Блесна была сделана по всем правилам, из кусочка латуни. Выемка залита оловом, с одной стороны из него торчала игла, отожженная и загнутая крючком, на другой — крохотное ушко.

— Живем, дядя! — Я разыскал обрывок лески, распутал, привязал один конец к палке, на второй нацепил блесну, сложил леску у ног кольцами и, раскрутив блесну, швырнул в волны. Она сверкнула, прыгая над гребнями, тут же к ней метнулось узкое фиолетовое тело с черно-бордовым плавником, леска дернулась, натянулась струной.

— Сидит! — закричал Мишка.

— Спокойно. — Я быстро вывел хариуса к берегу и рывком бросил на песок. Он мелко-мелко задрожал, растопырил плавники, глотнул воздуха и заплясал, свиваясь кольцом.

— Вот и уха! — Мишка схватил рыбину.

Я тут же выкинул на берег вторую.

— А ну, дай попробовать! — загорелся Мишка.

— Вали.

Он бросал минут десять, и все бесполезно.

— Не так крутишь, не в тот момент отпускаешь леску. — Я попытался научить, но ничего не получилось. Блесна летела недалеко, камнем шлепалась в воду.

— Таланта нету, — вздохнул Мишка, азарт в его глазах погас.

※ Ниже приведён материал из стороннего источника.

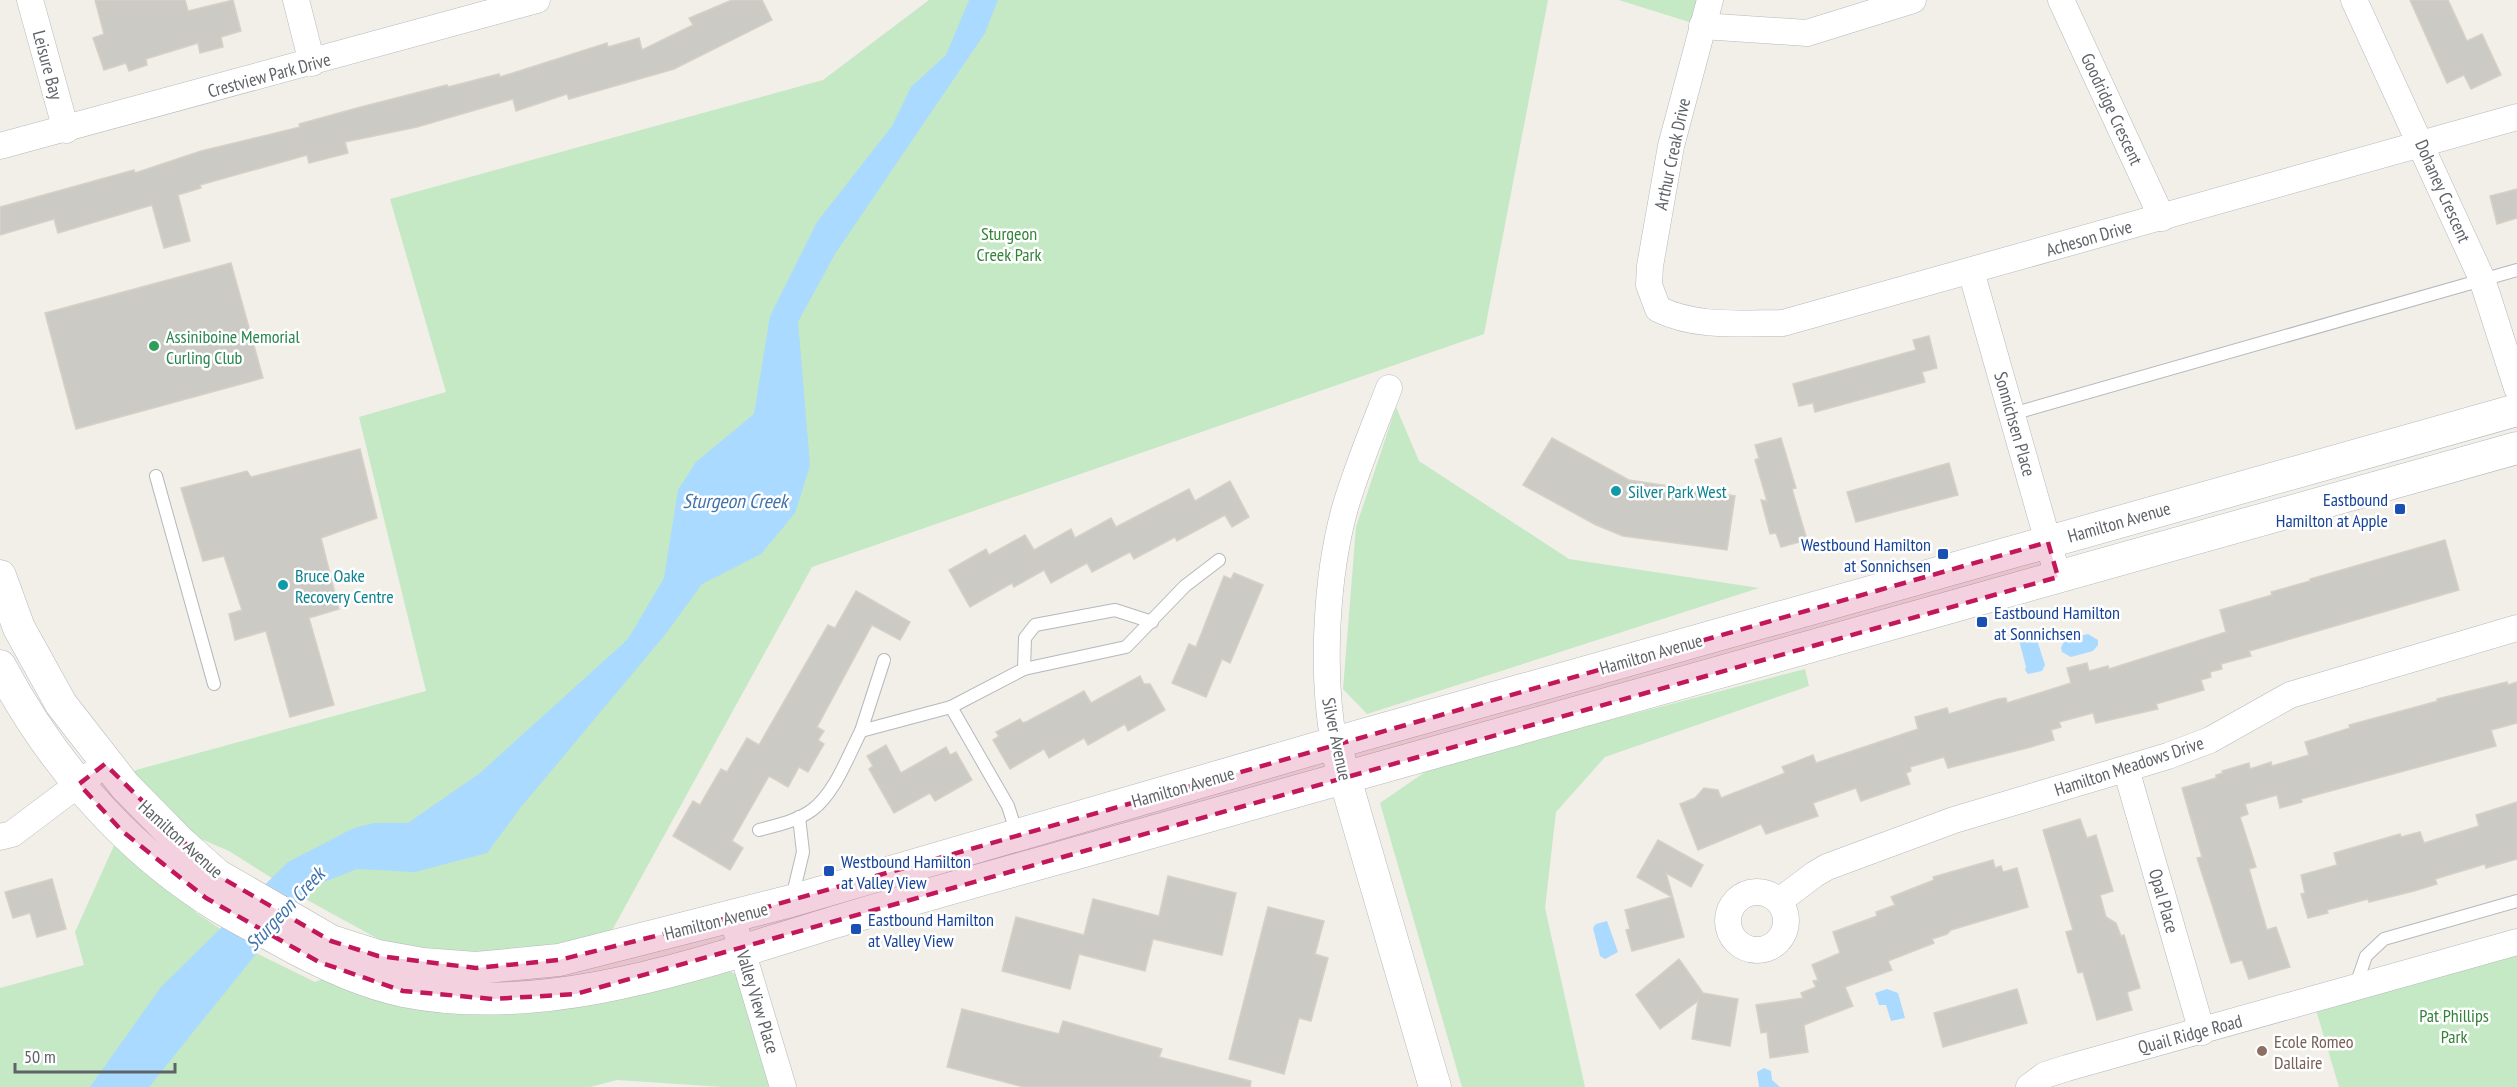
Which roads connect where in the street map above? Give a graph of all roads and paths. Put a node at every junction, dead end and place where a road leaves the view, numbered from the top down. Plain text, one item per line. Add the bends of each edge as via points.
1 (30, 0) edge
2 (296, 0) edge
3 (537, 0) edge
4 (1710, 0) edge
5 (1913, 0) edge
6 (2061, 0) edge
7 (2354, 0) edge
8 (1702, 26) junction
9 (312, 63) junction
10 (2517, 117) edge
11 (66, 130) junction
12 (2421, 143) junction
13 (0, 146) edge
14 (2162, 218) junction
15 (2517, 270) edge
16 (1971, 271) junction
17 (2482, 279) junction
18 (1658, 309) joint
19 (1389, 388) dead end
20 (2517, 388) edge
21 (2517, 410) edge
22 (2012, 414) junction
23 (2517, 448) edge
24 (156, 476) dead end
25 (2048, 542) junction
26 (1219, 560) dead end
27 (0, 576) edge
28 (2058, 577) junction
29 (1152, 622) junction
30 (2517, 628) edge
31 (885, 660) dead end
32 (0, 666) edge
33 (1024, 669) junction
34 (214, 684) dead end
35 (951, 706) junction
36 (861, 732) junction
37 (1334, 743) junction
38 (105, 764) junction
39 (2126, 770) junction
40 (1344, 777) junction
41 (79, 784) junction
42 (798, 817) junction
43 (759, 830) dead end
44 (1017, 836) junction
45 (0, 837) edge
46 (212, 887) junction
47 (791, 901) junction
48 (1779, 901) dead end
49 (2517, 901) edge
50 (732, 917) junction
51 (2517, 942) edge
52 (325, 951) junction
53 (743, 951) junction
54 (2355, 988) junction
55 (2202, 1032) junction
56 (783, 1087) edge
57 (1435, 1087) edge
58 (2029, 1087) edge

1 - 11 street, Leisure Bay
2 - 9 street
3 - 9 street, Crestview Park Drive
4 - 8 street, Arthur Creak Drive
5 - 8 street via 1807,33
6 - 14 street, Goodridge Crescent
7 - 12 street, Dohaney Crescent
8 - 18 street, Arthur Creak Drive via 1671,146 1650,266 1649,285
9 - 11 street, Crestview Park Drive
10 - 12 street, Acheson Drive
11 - 13 street, Crestview Park Drive
12 - 14 street, Acheson Drive
12 - 17 street, Dohaney Crescent
14 - 16 street, Acheson Drive
15 - 17 lane
16 - 18 street, Acheson Drive via 1783,323 1696,322
16 - 22 street, Sonnichsen Place
17 - 20 street, Dohaney Crescent
17 - 22 lane
19 - 37 street, Silver Avenue via 1356,475 1338,543 1326,683
21 - 25 street, Hamilton Avenue
22 - 25 street, Sonnichsen Place
23 - 28 street, Hamilton Avenue
24 - 34 lane
25 - 28 street, Sonnichsen Place
25 - 37 street, Hamilton Avenue
26 - 29 lane via 1185,586
27 - 38 street, Hamilton Avenue via 19,628 40,668
28 - 40 street, Hamilton Avenue
29 - 33 lane via 1126,647
29 - 33 lane via 1115,610 1035,625 1025,638
30 - 39 street, Hamilton Meadows Drive via 2290,694 2210,740
31 - 36 lane
32 - 41 street, Hamilton Avenue via 32,723
33 - 35 lane
35 - 36 lane
35 - 44 lane via 1008,806
36 - 42 lane via 823,800
37 - 40 street, Silver Avenue
37 - 44 street, Hamilton Avenue
38 - 41 street
38 - 46 street, Hamilton Avenue
39 - 48 street, Hamilton Meadows Drive via 1954,820 1827,867
39 - 55 street, Opal Place
40 - 53 street, Hamilton Avenue
40 - 57 street, Silver Avenue
41 - 45 street via 12,834
41 - 46 street, Hamilton Avenue via 122,831
42 - 43 lane
42 - 47 lane via 803,852
44 - 47 street, Hamilton Avenue
46 - 52 street, Hamilton Avenue
47 - 50 street, Hamilton Avenue
49 - 54 lane via 2384,939 2366,956
50 - 52 street, Hamilton Avenue via 559,960 476,968
50 - 53 street, Valley View Place
51 - 54 street, Quail Ridge Road
52 - 53 street, Hamilton Avenue via 403,991 493,999 576,994
53 - 56 street, Valley View Place
54 - 55 street, Quail Ridge Road
55 - 58 street, Quail Ridge Road via 2067,1068 2045,1075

По высокой воде мы лихо полетели вперед. За двухголовой горой вплотную к правому берегу тянулись длинной вереницей низкие холмы.

— За этими холмами поворот направо, — сказал я Мишке. — А там с любой горки в ясную погоду усадьбу видно.

— Загибаешь, — недоверчиво прищурился Мишка.

— Сам в прошлом году смотрел. Весь поселок, как горстка спичечных коробков, а за ними море. Синее.

— Посмотрим, посмотрим, что там за море. — Он все еще не верил. Помолчал, а потом неожиданно спросил:



— Ты дома чем занимался?

Совсем я не ожидал такого вопроса. А действительно, чем я занимался дома? Учился в школе, родительские хлеба ел. Собирался после школы в какой-нибудь институт поступить, а тут повестка из военкомата. Вот и все. Эдакая распланированная без моего непосредственного участия жизнь.

— Образование получал, — сказал я Мишке. — А потом служил в десантных. Потом оленеводом…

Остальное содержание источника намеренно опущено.